__What you need to do__: Find the string "async" in the entries and copy each line that has it.

Dataset entries
______________________________

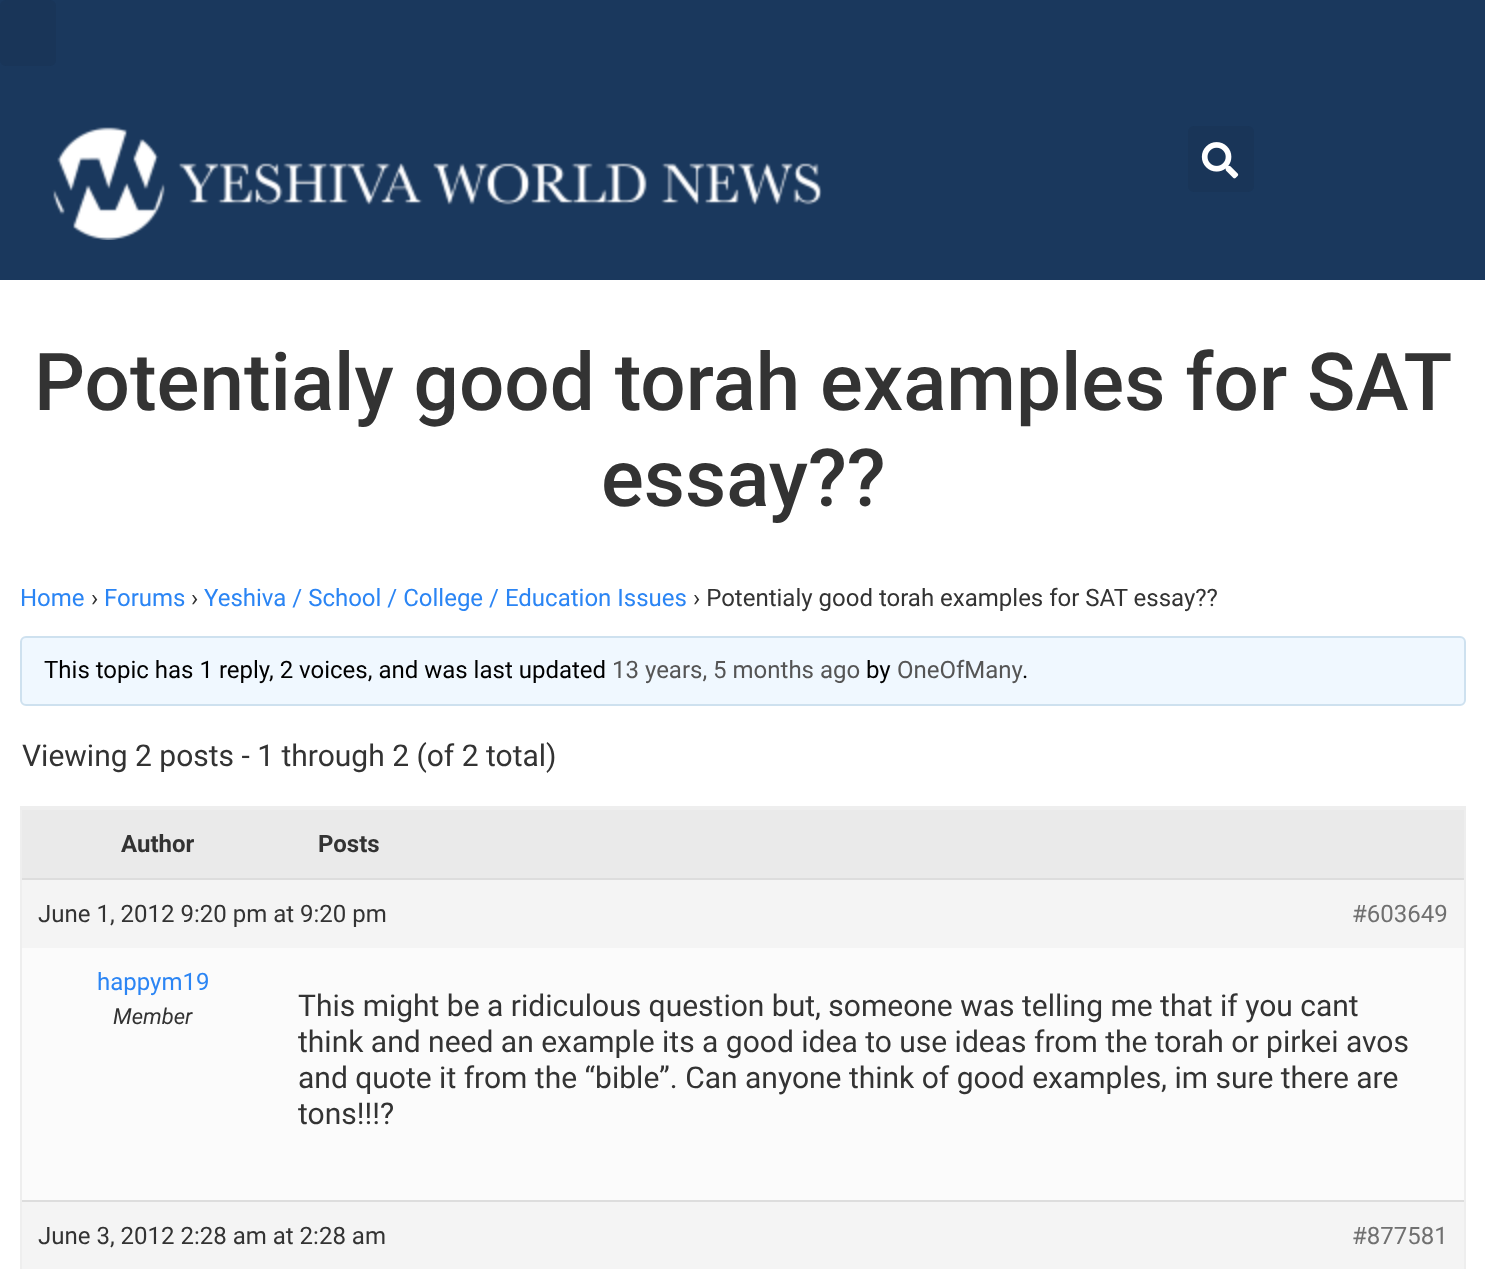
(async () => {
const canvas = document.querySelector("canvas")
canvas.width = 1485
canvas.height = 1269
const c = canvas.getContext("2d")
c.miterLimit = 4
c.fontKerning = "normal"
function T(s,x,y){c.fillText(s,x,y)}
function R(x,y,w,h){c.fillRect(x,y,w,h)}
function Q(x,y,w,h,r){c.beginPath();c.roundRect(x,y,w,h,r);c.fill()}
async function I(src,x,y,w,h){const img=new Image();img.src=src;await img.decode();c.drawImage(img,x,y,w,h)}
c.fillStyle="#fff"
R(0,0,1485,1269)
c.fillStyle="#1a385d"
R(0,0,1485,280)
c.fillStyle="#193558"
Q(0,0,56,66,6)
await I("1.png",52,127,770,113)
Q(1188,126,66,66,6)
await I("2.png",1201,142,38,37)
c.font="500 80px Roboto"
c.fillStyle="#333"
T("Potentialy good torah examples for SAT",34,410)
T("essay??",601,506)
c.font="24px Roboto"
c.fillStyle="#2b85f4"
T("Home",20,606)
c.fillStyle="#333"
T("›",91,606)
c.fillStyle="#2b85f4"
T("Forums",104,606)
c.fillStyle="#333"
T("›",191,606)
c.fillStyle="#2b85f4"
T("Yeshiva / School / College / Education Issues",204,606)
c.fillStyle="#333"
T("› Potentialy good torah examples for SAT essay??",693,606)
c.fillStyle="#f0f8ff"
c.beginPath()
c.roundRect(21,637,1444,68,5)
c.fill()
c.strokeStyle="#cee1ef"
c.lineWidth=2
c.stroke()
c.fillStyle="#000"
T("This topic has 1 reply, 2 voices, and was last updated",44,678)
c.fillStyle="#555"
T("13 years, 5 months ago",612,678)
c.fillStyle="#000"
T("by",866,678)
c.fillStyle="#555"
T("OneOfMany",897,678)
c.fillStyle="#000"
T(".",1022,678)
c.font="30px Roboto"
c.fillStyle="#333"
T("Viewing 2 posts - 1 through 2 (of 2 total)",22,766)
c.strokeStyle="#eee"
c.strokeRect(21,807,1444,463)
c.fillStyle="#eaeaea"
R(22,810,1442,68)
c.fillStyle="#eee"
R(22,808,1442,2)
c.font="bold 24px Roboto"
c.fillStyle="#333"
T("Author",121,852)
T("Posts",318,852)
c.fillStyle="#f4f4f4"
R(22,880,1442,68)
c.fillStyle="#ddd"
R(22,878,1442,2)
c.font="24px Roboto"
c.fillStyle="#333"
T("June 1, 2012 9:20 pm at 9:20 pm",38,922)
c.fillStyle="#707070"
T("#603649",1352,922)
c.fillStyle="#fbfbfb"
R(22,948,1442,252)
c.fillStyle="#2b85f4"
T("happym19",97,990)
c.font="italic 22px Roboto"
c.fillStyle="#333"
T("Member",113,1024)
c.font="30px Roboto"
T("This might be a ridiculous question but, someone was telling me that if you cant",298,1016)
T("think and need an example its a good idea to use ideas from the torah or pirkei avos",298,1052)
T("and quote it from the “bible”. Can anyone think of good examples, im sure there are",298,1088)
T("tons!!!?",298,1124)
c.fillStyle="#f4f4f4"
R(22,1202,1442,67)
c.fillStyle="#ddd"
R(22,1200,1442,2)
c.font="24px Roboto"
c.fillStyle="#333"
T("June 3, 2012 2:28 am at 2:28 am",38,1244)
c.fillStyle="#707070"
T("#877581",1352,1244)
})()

______________________________

__Expected answer__:
(async () => {
async function I(src,x,y,w,h){const img=new Image();img.src=src;await img.decode();c.drawImage(img,x,y,w,h)}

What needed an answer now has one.